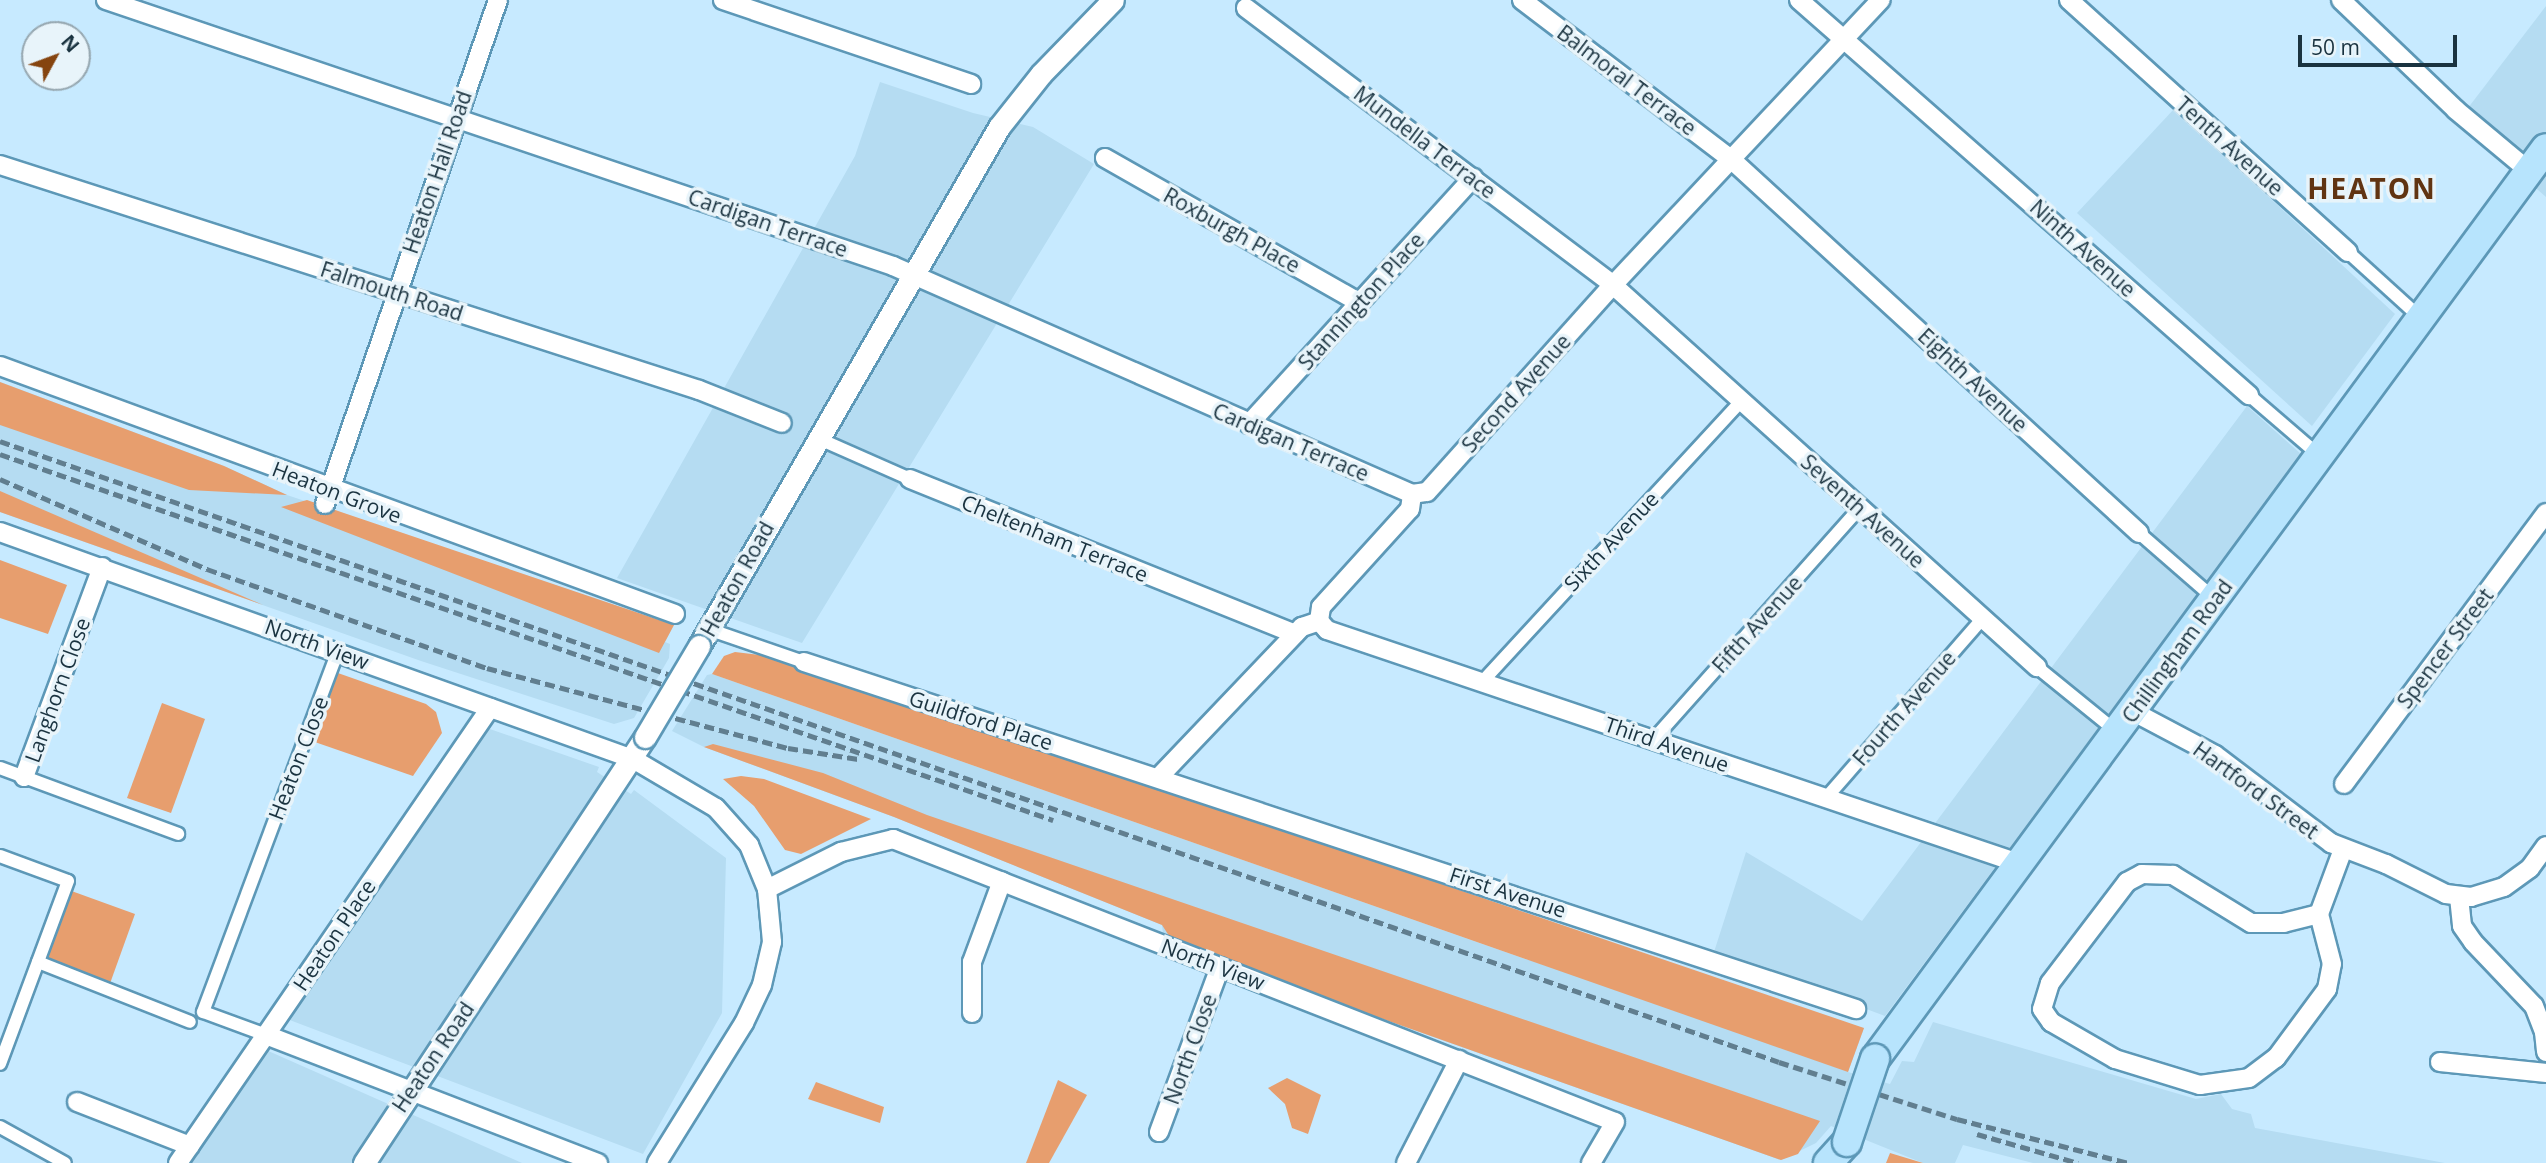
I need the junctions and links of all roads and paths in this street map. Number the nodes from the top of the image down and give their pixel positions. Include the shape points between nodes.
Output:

┄┄┄┄┄┄

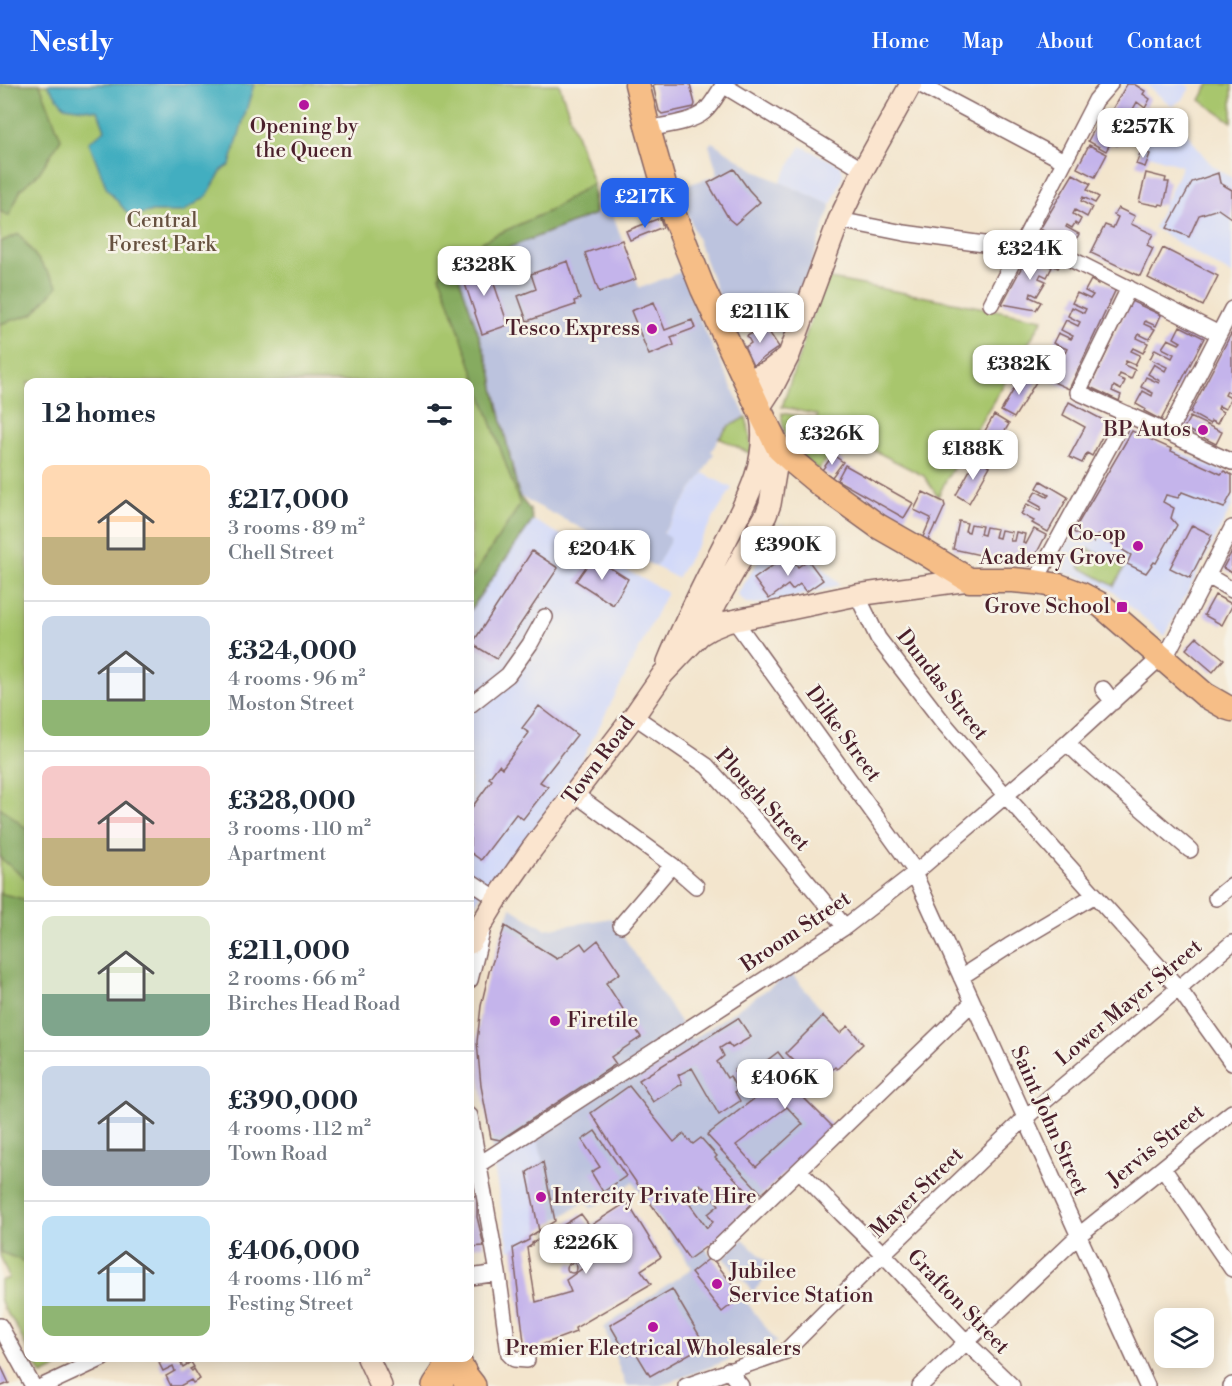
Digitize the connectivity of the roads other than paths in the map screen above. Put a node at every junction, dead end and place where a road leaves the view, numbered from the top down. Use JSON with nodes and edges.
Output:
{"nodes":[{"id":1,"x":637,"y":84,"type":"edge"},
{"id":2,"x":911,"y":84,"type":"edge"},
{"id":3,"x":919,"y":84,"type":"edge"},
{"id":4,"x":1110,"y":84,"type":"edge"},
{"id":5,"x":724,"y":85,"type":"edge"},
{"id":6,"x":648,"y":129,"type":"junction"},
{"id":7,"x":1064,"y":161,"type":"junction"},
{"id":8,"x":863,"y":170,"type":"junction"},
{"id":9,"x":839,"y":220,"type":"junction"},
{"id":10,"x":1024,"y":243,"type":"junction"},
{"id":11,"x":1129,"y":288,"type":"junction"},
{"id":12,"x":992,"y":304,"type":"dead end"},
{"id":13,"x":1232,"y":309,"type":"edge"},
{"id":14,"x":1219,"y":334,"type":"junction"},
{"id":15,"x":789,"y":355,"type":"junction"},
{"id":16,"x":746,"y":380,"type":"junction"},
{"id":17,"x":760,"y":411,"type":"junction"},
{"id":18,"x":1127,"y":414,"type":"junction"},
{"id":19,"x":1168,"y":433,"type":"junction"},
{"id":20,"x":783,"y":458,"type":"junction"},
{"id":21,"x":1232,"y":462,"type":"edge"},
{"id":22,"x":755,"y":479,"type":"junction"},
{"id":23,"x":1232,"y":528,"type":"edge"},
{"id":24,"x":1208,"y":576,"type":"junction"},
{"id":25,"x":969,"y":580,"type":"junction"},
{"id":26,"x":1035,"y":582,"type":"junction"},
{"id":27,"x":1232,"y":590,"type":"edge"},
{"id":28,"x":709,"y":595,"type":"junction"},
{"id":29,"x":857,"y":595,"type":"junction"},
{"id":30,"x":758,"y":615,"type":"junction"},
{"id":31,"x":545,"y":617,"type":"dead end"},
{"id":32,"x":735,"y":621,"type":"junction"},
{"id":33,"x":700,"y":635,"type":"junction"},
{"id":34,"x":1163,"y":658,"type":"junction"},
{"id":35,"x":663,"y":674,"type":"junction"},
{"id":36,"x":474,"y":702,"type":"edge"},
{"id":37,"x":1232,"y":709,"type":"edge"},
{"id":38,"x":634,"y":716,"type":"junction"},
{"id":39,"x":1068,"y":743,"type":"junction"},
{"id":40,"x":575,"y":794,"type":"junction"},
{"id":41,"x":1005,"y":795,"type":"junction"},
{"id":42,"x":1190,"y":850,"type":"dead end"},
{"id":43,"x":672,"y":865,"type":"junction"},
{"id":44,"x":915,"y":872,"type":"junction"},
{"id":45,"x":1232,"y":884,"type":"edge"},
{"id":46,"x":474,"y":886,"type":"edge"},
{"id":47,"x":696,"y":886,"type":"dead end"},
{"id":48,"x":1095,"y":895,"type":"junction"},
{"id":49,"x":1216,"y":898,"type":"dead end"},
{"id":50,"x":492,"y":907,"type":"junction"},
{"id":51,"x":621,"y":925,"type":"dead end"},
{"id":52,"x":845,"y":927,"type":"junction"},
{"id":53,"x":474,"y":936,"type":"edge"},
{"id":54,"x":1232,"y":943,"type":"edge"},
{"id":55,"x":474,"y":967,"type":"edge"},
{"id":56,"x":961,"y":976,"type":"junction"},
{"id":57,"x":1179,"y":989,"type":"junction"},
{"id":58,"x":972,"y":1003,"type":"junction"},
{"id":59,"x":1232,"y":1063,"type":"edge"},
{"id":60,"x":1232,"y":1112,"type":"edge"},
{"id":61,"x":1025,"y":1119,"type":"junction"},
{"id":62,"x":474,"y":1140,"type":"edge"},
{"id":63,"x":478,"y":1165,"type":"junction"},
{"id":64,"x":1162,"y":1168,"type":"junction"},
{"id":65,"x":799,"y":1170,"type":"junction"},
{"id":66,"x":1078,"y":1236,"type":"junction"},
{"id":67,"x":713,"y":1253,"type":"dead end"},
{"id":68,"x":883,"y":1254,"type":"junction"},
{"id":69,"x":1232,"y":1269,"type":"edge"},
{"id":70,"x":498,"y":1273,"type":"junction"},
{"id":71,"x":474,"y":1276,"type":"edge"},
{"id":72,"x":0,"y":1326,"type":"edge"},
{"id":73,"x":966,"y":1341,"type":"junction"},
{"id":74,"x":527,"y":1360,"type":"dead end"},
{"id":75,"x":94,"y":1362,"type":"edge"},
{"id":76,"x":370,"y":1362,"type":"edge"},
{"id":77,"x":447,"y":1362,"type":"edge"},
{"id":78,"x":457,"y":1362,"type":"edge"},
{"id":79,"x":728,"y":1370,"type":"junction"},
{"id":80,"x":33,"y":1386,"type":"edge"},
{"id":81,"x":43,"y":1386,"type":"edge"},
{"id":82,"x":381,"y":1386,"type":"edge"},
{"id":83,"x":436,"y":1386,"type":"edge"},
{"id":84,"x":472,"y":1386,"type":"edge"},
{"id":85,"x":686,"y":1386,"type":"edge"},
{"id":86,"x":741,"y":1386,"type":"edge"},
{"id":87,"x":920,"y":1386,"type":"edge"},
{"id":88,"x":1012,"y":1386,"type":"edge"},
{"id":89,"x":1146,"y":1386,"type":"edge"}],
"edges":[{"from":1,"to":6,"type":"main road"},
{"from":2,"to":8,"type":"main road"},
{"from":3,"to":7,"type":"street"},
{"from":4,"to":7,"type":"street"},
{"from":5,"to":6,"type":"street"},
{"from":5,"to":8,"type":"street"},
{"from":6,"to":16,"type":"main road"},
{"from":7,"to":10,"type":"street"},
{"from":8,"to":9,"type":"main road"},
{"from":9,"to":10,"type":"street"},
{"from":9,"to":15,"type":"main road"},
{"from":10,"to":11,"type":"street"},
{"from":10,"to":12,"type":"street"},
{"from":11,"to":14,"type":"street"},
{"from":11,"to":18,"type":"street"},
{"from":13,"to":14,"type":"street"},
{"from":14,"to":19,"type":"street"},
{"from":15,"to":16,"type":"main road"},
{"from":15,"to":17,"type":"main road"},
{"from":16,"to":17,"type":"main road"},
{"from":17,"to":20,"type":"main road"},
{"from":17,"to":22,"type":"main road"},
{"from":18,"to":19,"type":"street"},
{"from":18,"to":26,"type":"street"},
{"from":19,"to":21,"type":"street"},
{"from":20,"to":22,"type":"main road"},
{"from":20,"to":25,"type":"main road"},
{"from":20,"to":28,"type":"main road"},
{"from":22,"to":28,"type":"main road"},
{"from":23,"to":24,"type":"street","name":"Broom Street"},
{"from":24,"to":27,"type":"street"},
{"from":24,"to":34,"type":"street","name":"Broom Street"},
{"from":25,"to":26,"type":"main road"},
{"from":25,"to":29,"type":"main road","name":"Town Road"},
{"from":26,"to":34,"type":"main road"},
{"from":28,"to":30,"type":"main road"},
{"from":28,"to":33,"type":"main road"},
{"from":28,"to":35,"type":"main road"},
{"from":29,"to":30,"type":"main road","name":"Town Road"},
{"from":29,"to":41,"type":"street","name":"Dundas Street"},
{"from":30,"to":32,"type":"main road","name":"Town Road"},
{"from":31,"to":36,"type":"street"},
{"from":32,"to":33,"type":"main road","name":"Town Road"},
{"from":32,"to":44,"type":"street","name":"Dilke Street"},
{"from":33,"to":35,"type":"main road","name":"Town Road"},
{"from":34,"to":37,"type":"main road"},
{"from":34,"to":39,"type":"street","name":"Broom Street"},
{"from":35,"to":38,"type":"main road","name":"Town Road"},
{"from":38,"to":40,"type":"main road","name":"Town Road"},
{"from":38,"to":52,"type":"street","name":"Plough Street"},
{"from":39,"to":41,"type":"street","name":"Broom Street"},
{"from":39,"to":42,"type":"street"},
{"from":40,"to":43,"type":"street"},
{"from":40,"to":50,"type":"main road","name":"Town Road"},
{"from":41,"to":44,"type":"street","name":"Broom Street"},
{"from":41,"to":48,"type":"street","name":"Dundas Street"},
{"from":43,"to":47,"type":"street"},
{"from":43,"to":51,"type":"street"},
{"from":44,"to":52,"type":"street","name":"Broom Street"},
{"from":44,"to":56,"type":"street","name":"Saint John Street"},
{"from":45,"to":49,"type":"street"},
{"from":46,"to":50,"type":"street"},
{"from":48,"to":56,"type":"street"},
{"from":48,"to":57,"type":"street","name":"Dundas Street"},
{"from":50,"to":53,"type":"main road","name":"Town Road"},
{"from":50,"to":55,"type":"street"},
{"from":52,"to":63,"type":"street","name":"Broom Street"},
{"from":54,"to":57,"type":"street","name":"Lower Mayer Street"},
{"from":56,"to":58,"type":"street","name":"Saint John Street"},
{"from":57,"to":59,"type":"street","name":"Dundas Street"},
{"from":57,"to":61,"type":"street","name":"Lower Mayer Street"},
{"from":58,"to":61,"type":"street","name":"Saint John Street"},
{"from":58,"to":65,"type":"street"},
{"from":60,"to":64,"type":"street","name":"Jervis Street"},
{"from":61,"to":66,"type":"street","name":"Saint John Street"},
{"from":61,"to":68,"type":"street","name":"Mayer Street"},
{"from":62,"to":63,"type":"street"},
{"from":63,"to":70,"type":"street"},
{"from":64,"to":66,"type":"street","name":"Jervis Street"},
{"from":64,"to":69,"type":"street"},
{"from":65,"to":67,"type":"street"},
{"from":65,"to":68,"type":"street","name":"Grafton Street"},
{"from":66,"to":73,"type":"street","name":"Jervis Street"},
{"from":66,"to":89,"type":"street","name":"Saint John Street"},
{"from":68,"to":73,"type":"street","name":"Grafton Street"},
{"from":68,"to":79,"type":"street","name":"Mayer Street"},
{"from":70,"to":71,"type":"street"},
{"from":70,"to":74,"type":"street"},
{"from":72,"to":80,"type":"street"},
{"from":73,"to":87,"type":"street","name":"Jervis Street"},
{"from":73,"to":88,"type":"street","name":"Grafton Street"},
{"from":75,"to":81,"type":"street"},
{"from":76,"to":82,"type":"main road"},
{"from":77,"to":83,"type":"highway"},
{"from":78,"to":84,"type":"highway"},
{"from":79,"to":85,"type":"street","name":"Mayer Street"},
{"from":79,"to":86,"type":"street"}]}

┄┄┄┄┄┄

WHAT THIS TASK INVOLVES: Find the lines of the listing that contain the string "down" and give how many there are, with no other words.

RESPONSE: 2